Stored items -
# # # #
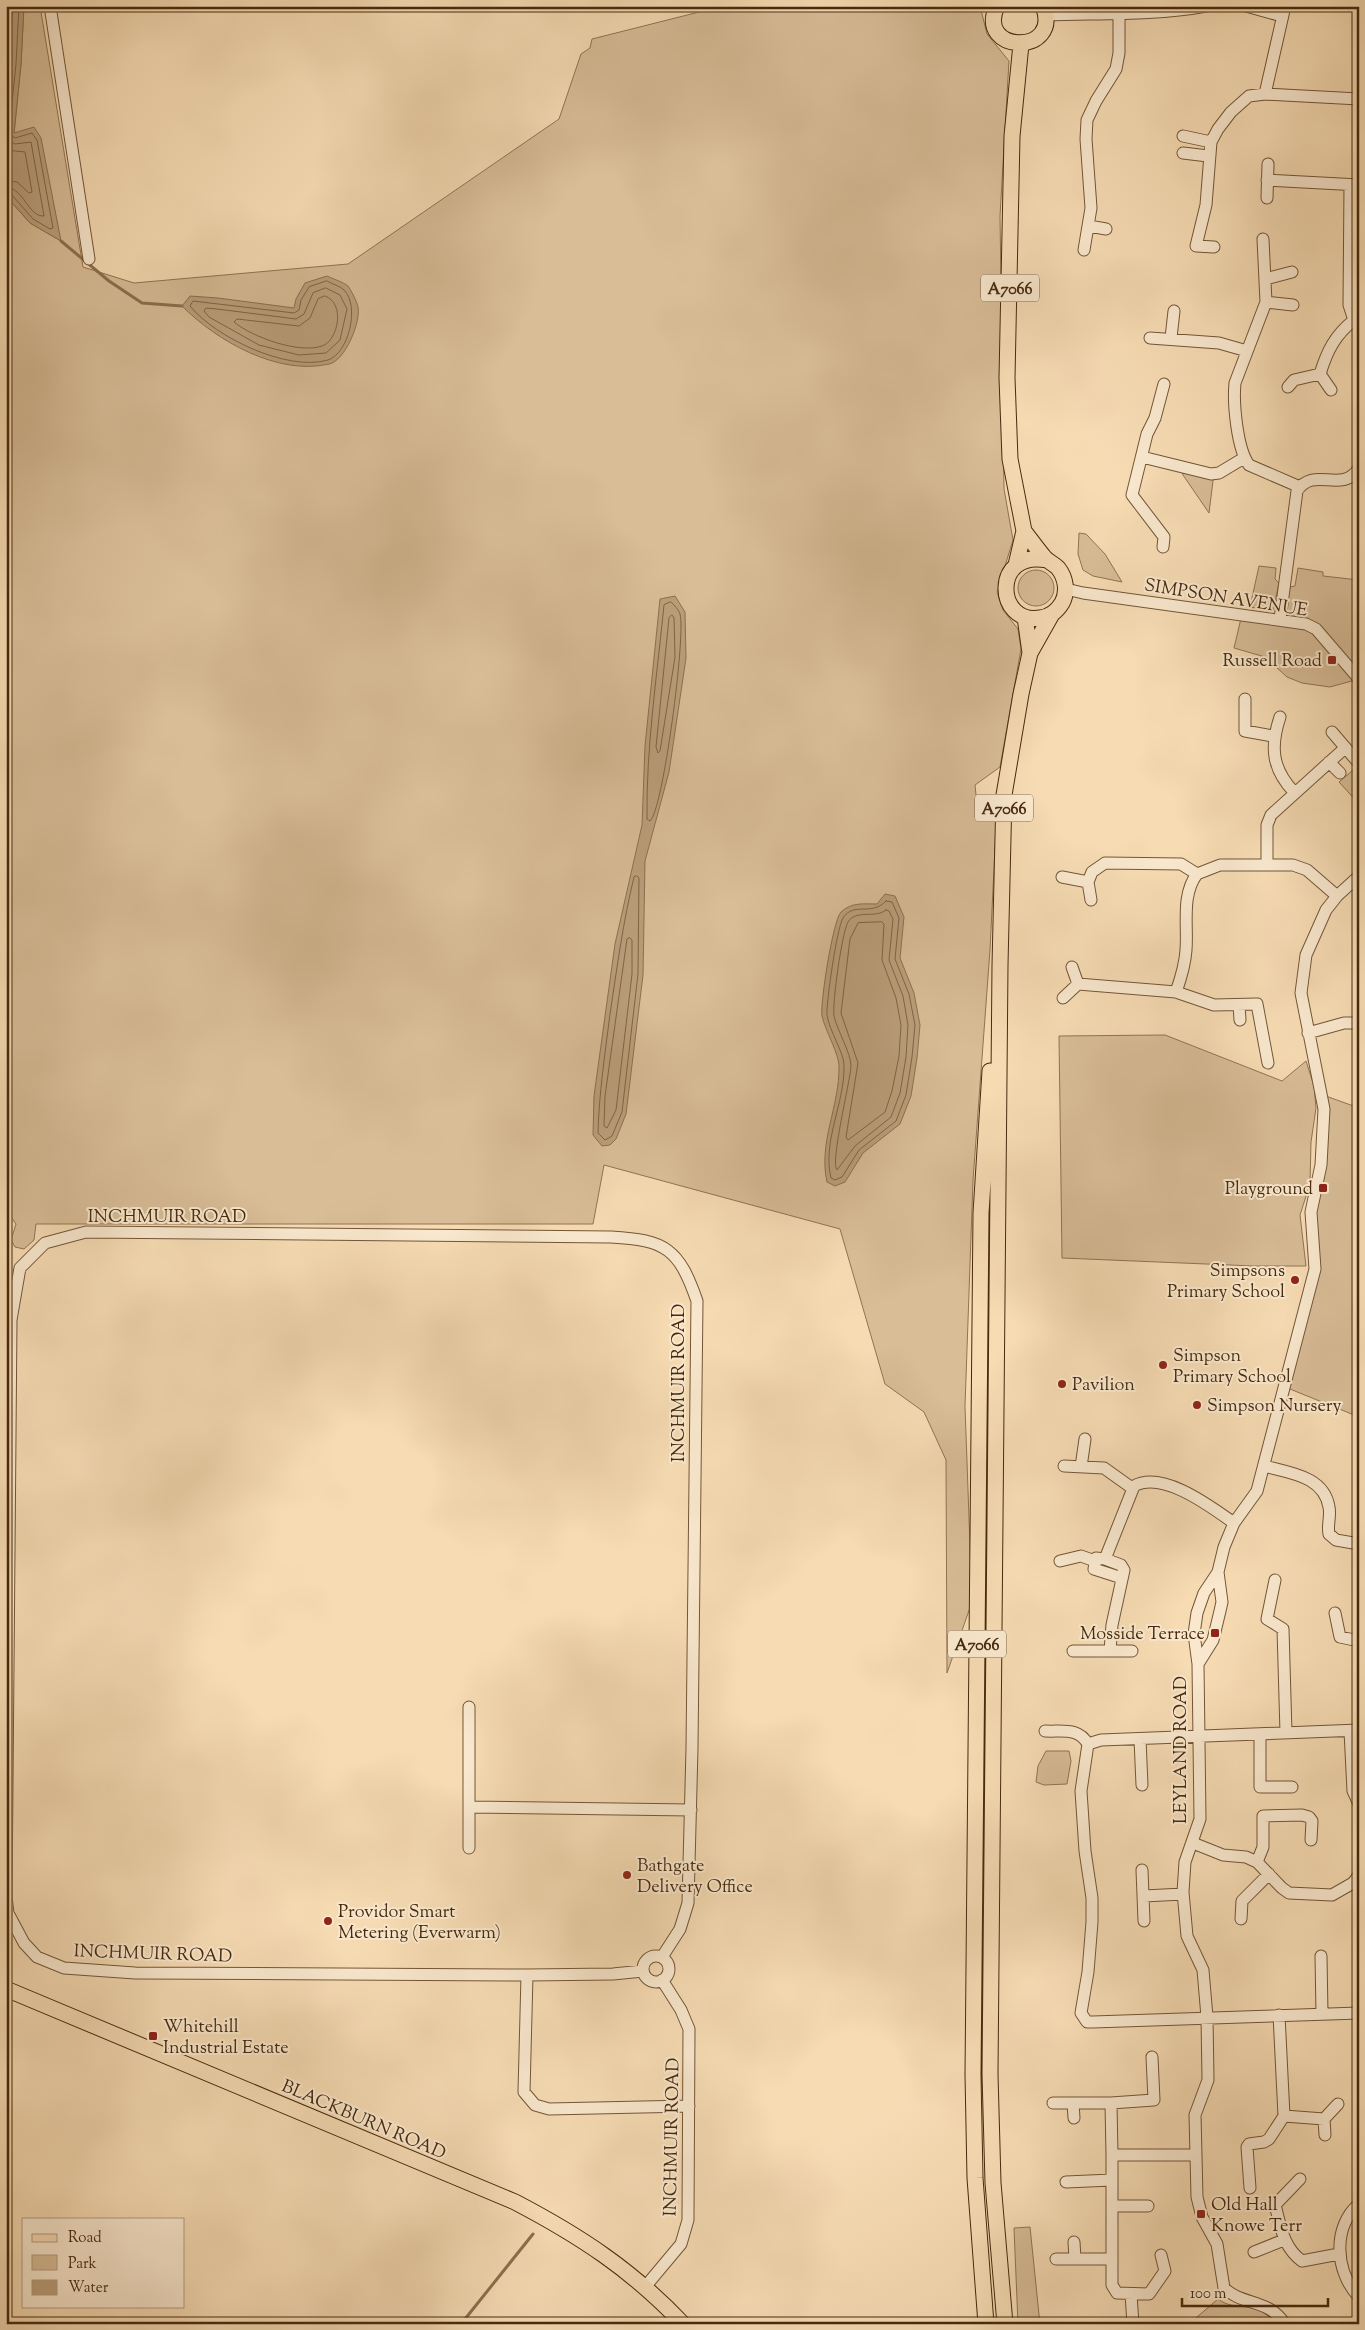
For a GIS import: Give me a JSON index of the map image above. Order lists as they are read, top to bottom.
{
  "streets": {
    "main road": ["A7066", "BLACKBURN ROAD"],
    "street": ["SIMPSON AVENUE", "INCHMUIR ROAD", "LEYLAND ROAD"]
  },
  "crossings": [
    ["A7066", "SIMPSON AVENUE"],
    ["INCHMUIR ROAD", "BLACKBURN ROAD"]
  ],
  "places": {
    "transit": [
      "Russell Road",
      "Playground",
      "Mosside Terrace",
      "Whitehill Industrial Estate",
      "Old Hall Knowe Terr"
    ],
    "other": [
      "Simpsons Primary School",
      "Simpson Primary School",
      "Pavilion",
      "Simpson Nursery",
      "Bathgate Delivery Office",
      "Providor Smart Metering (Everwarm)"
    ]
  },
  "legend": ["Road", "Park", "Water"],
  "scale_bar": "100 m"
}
# # # #
A single number is the whole answer: how many lines in the data above hold the string "INCHMUIR".

2